25 Cancri

Observation data Epoch J2000.0 Equinox ICRS
- Constellation: Cancer
- Right ascension: 08^{h} 25^{m} 49.87726^{s}
- Declination: +17° 02′ 46.5717″
- Apparent magnitude (V): 6.11

Characteristics
- Spectral type: F6 V
- B−V color index: 0.448±0.005

Astrometry
- Radial velocity (R_{v}): +37.56±0.13 km/s
- Proper motion (μ): RA: −191.567 mas/yr Dec.: −151.554 mas/yr
- Parallax (π): 21.9803±0.0321 mas
- Distance: 148.4 ± 0.2 ly (45.50 ± 0.07 pc)
- Absolute magnitude (M_{V}): 2.85

Details

25 Cnc A
- Mass: 1.51 M_{☉}
- Radius: 2.0 R_{☉}
- Luminosity: 6.60 L_{☉}
- Surface gravity (log g): 4.01 cgs
- Temperature: 6,487 K
- Metallicity [Fe/H]: −0.10 dex
- Rotational velocity (v sin i): 37.74±0.55 km/s
- Age: 2.50 Gyr

25 Cnc B
- Mass: 0.34 M_{☉}
- Other designations: d^{2} Cnc, 25 Cnc, BD+17°1842, HD 71030, HIP 41319, HR 3299, SAO 97806, WDS 08258+1703

Database references
- SIMBAD: data

= 25 Cancri =

Star in the constellation Cancer

25 Cancri is a common proper motion star system in the zodiac constellation of Cancer, located around 148 light-years away from the Sun.

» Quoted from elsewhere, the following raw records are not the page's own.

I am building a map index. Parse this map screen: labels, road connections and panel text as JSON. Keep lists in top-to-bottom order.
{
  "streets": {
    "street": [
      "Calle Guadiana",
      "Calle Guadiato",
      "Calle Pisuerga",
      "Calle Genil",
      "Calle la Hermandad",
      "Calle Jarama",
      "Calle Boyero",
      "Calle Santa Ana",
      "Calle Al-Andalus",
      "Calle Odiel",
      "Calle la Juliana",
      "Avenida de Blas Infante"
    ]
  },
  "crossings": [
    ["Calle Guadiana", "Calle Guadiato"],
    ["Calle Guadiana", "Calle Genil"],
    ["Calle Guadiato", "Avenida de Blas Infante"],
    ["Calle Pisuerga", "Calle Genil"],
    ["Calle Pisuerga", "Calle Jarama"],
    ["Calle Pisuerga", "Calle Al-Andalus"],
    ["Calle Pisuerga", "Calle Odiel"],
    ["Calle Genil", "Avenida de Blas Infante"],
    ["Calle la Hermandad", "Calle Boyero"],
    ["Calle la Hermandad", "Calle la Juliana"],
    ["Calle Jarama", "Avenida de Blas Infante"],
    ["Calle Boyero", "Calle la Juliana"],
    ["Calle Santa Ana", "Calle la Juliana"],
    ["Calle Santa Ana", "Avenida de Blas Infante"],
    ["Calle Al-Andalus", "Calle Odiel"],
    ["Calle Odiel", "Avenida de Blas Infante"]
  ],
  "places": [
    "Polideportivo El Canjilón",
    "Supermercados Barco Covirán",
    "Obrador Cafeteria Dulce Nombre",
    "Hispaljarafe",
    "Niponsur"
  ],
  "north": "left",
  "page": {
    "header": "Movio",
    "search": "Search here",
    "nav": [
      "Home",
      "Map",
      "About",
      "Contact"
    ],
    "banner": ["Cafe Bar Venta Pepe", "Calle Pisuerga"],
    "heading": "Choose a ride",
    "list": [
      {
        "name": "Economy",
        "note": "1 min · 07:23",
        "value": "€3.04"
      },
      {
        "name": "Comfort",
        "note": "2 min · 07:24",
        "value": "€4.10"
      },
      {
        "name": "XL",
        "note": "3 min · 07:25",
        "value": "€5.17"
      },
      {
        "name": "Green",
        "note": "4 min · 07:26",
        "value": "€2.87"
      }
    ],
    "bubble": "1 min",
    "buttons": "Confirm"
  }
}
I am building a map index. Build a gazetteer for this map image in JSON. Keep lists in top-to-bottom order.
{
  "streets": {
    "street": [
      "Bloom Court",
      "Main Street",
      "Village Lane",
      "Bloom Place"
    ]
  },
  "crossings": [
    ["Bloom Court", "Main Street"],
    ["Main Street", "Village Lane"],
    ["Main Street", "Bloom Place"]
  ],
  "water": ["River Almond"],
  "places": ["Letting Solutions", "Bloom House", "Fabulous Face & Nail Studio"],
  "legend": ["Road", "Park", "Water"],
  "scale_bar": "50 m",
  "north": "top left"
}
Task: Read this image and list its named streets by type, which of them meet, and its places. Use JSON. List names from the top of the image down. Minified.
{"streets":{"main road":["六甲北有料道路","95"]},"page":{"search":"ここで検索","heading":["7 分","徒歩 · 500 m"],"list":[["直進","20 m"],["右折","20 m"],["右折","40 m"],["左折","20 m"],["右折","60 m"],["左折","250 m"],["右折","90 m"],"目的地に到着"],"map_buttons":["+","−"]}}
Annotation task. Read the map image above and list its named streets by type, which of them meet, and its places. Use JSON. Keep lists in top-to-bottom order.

It has the Bayer designation d^{2} Cancri (d^{2} Cnc); 25 Cancri (25 Cnc) is the Flamsteed designation. It is near the lower limit of visibility to the naked eye in good viewing conditions, appearing as a dim, yellow-white-hued star with a combined apparent visual magnitude of 6.11. The pair have a relatively high proper motion, traversing the celestial sphere at an angular rate of 0.245 arcsecond per year. It is moving further from the Earth with a heliocentric radial velocity of +38 km/s.

Based upon a stellar classification of F6 V, the brighter component is an F-type main-sequence star that is generating energy through hydrogen fusion at its core. Cowley (1976) listed a class of F5 IIIm?, which suggests it may be an Am star. However, this has not been confirmed. It is about 2.5 billion years old with 1.51 times the mass of the Sun. The star is radiating 6.6 times the Sun's luminosity from its photosphere at an effective temperature of 6487 K.

The companion is 4.19 magnitudes fainter than the primary, and lies at an angular separation of 16.798 arcsecond along a position angle of 310°, as of 2013. If the pair are gravitationally bound, then they orbit each other with a period of around 1.48e9 day.